This is taken from The Sunday Times:

BBC chief’s pension leaps to state sector record of £3.85m

THE BBC’s director of radio and music, Jenny Abramsky, has accumulated a pension pot of £3.85m, believed to be the biggest in the public sector, writes Richard Brooks.

It has jumped by more than £800,000 in the past year, leap-frogging over that of Mervyn King, the governor of the Bank of England, whose pension pot rose from £2.6m to £3.5m.

Abramsky, 59, received a pay rise last year of 27% of her basic salary to £295,000, according to figures in the BBC’s annual report. She has had a 37-year career at the corporation, including editing the Today programme and launching Radio Five Live.

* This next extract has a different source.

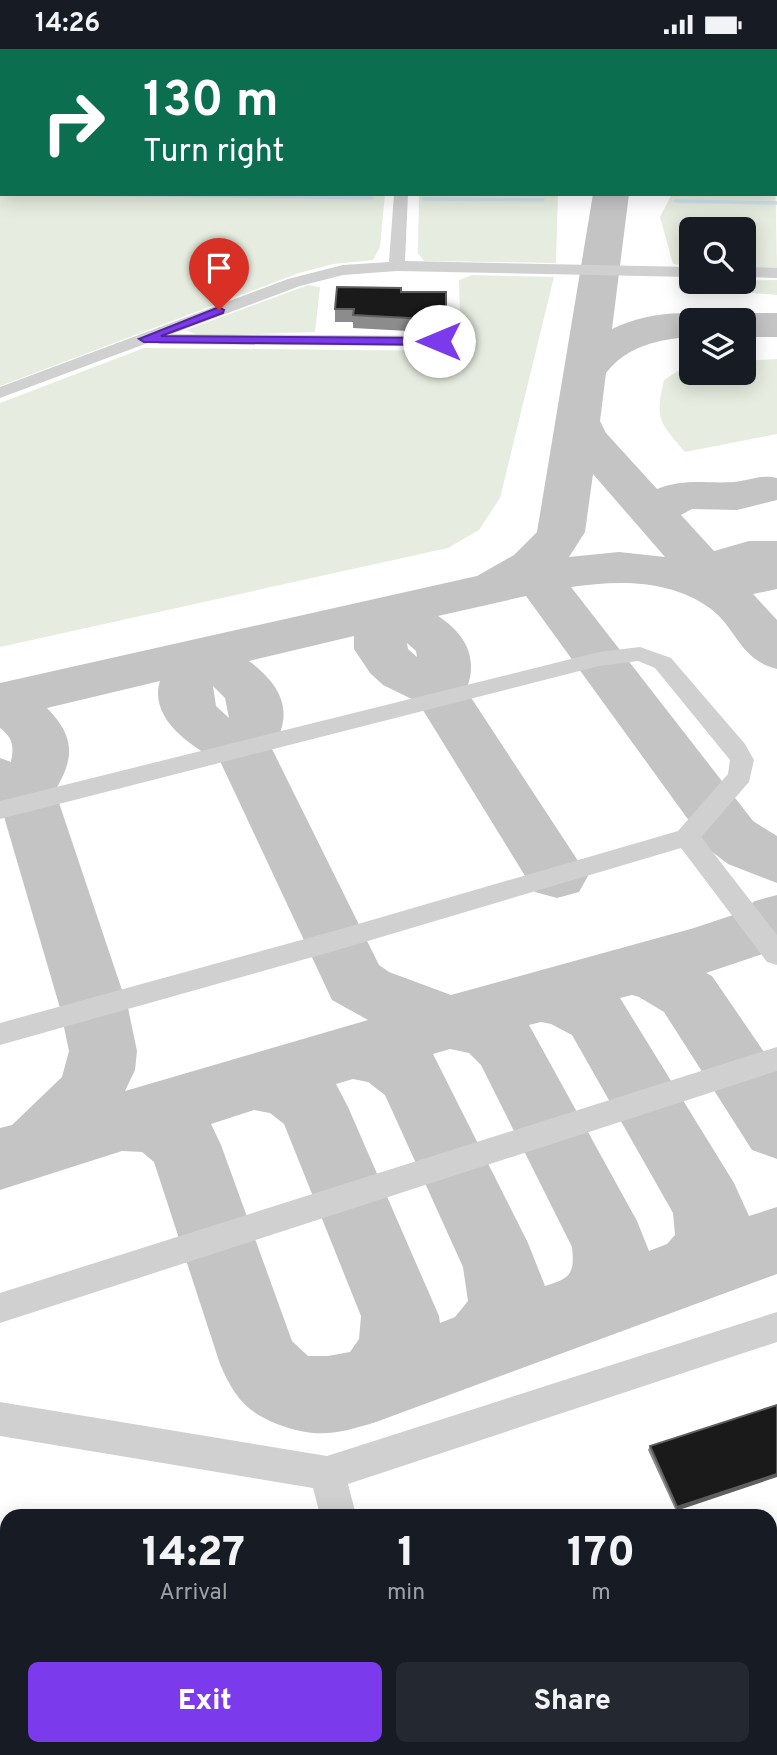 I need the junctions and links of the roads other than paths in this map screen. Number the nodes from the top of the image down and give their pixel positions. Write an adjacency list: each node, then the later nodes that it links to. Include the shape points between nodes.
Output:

Other BBC executives have also enjoyed sharp rises in the value of their pension pots. That of Mark Byford, the deputy director general, rose from £1.66m to £2.12m, while the pension of John Smith, chief operating officer, rose from £1.62m to £2.2m.

Disclosure of the generous packages enjoyed by BBC executives contrasts with the treatment of the corporation’s staff. There are plans to make 4,000 redundant and most employees are being given pay increases tied to the rate of inflation.

The BBC plans to scrap its final salary pension scheme for new employees, and the retirement age is going to rise to 65.

The broadcasting unions are meeting tomorrow to discuss pay, job cuts and pensions just as the Commons debates the new BBC charter, which comes into effect from 2007.

John Whittingdale, a Conservative MP and chairman of the culture select committee, said: “How can the BBC justify such huge pay awards and why on earth did they agree to an £18m contract for Jonathan Ross?”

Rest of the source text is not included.